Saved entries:
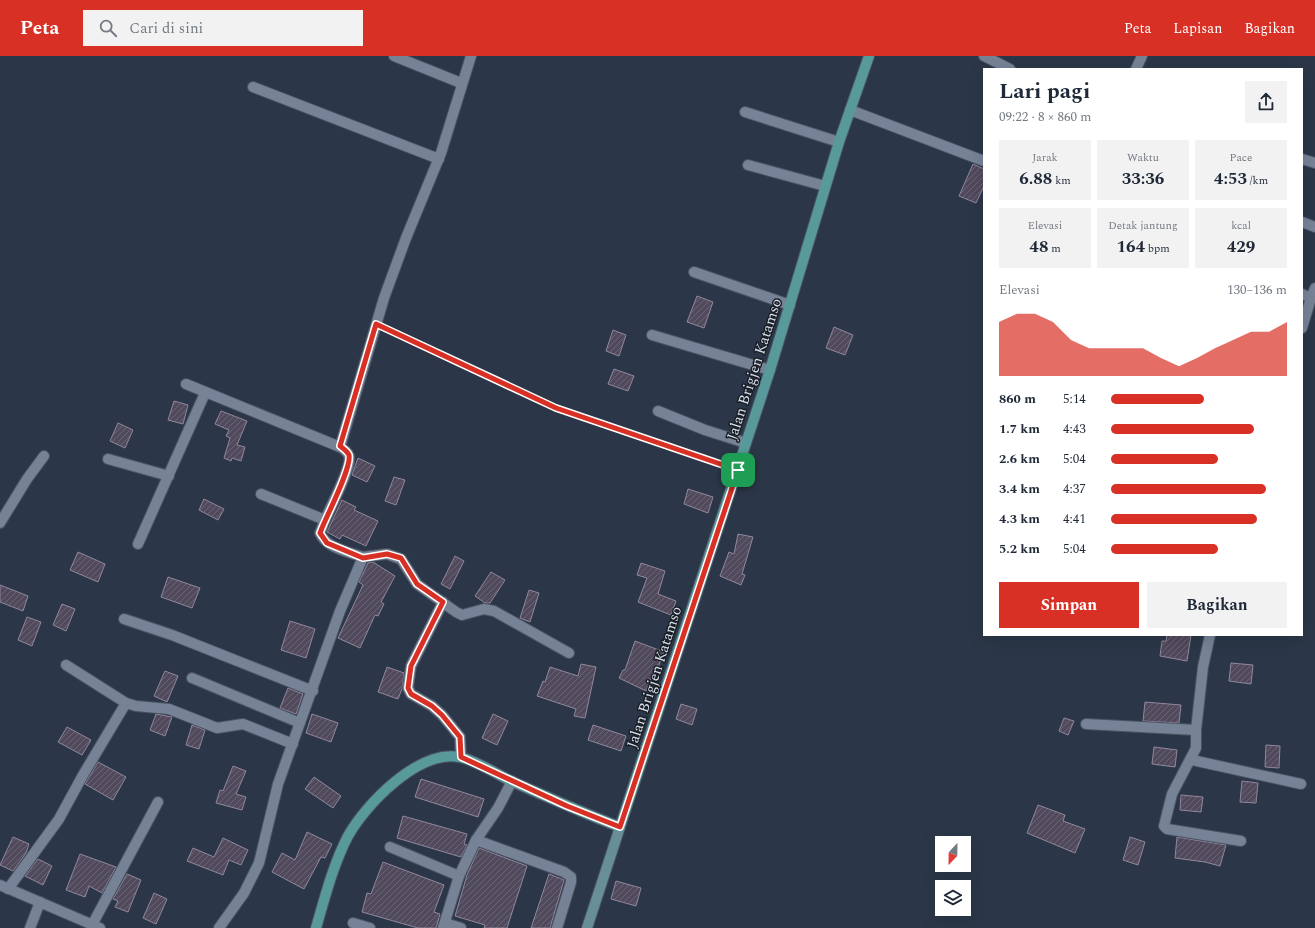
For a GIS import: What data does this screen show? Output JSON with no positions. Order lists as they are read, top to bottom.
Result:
{
  "streets": {
    "main road": ["Jalan Brigjen Katamso"]
  },
  "north": "bottom",
  "page": {
    "header": "Peta",
    "search": "Cari di sini",
    "nav": ["Peta", "Lapisan", "Bagikan"],
    "heading": ["Lari pagi", "09:22 · 8 × 860 m"],
    "stats": [
      ["Jarak", "6.88 km"],
      ["Waktu", "33:36"],
      ["Pace", "4:53 /km"],
      ["Elevasi", "48 m"],
      ["Detak jantung", "164 bpm"],
      ["kcal", "429"]
    ],
    "chart": ["Elevasi", "130–136 m"],
    "list": [
      {
        "name": "860 m",
        "note": "5:14"
      },
      {
        "name": "1.7 km",
        "note": "4:43"
      },
      {
        "name": "2.6 km",
        "note": "5:04"
      },
      {
        "name": "3.4 km",
        "note": "4:37"
      },
      {
        "name": "4.3 km",
        "note": "4:41"
      },
      {
        "name": "5.2 km",
        "note": "5:04"
      }
    ],
    "buttons": ["Simpan", "Bagikan"]
  }
}
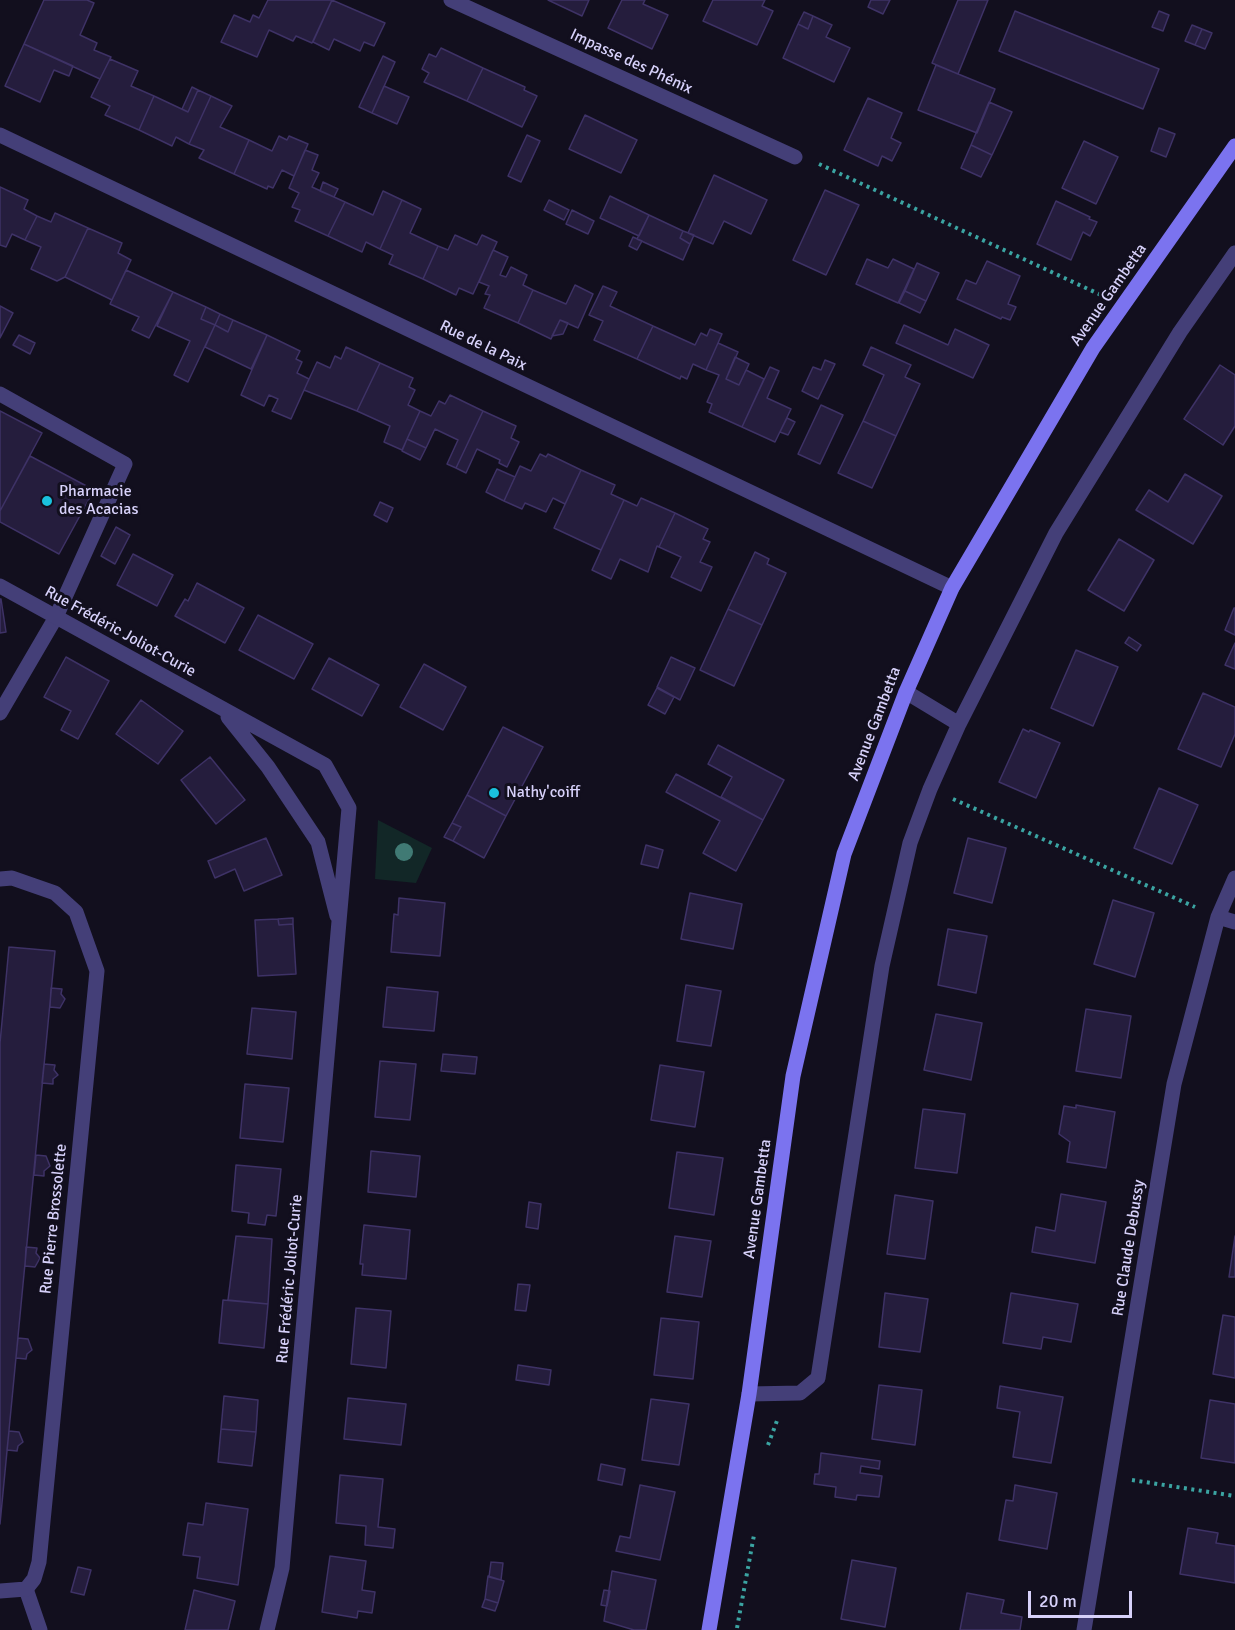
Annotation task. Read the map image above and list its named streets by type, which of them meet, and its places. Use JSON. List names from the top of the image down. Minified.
{"streets":{"main road":["Avenue Gambetta"],"street":["Impasse des Phénix","Rue de la Paix","Rue Frédéric Joliot-Curie","Rue Pierre Brossolette","Rue Claude Debussy"]},"crossings":[["Avenue Gambetta","Rue de la Paix"]],"places":["Pharmacie des Acacias","Nathy'coiff"],"scale_bar":"20 m"}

Problem details: Write the lines out verbatim, from the one with "Annotation task. Read" through the last line of the entries, and stop there.

Result below:
Annotation task. Read the map image above and list its named streets by type, which of them meet, and its places. Use JSON. List names from the top of the image down. Minified.
{"streets":{"main road":["Avenue Gambetta"],"street":["Impasse des Phénix","Rue de la Paix","Rue Frédéric Joliot-Curie","Rue Pierre Brossolette","Rue Claude Debussy"]},"crossings":[["Avenue Gambetta","Rue de la Paix"]],"places":["Pharmacie des Acacias","Nathy'coiff"],"scale_bar":"20 m"}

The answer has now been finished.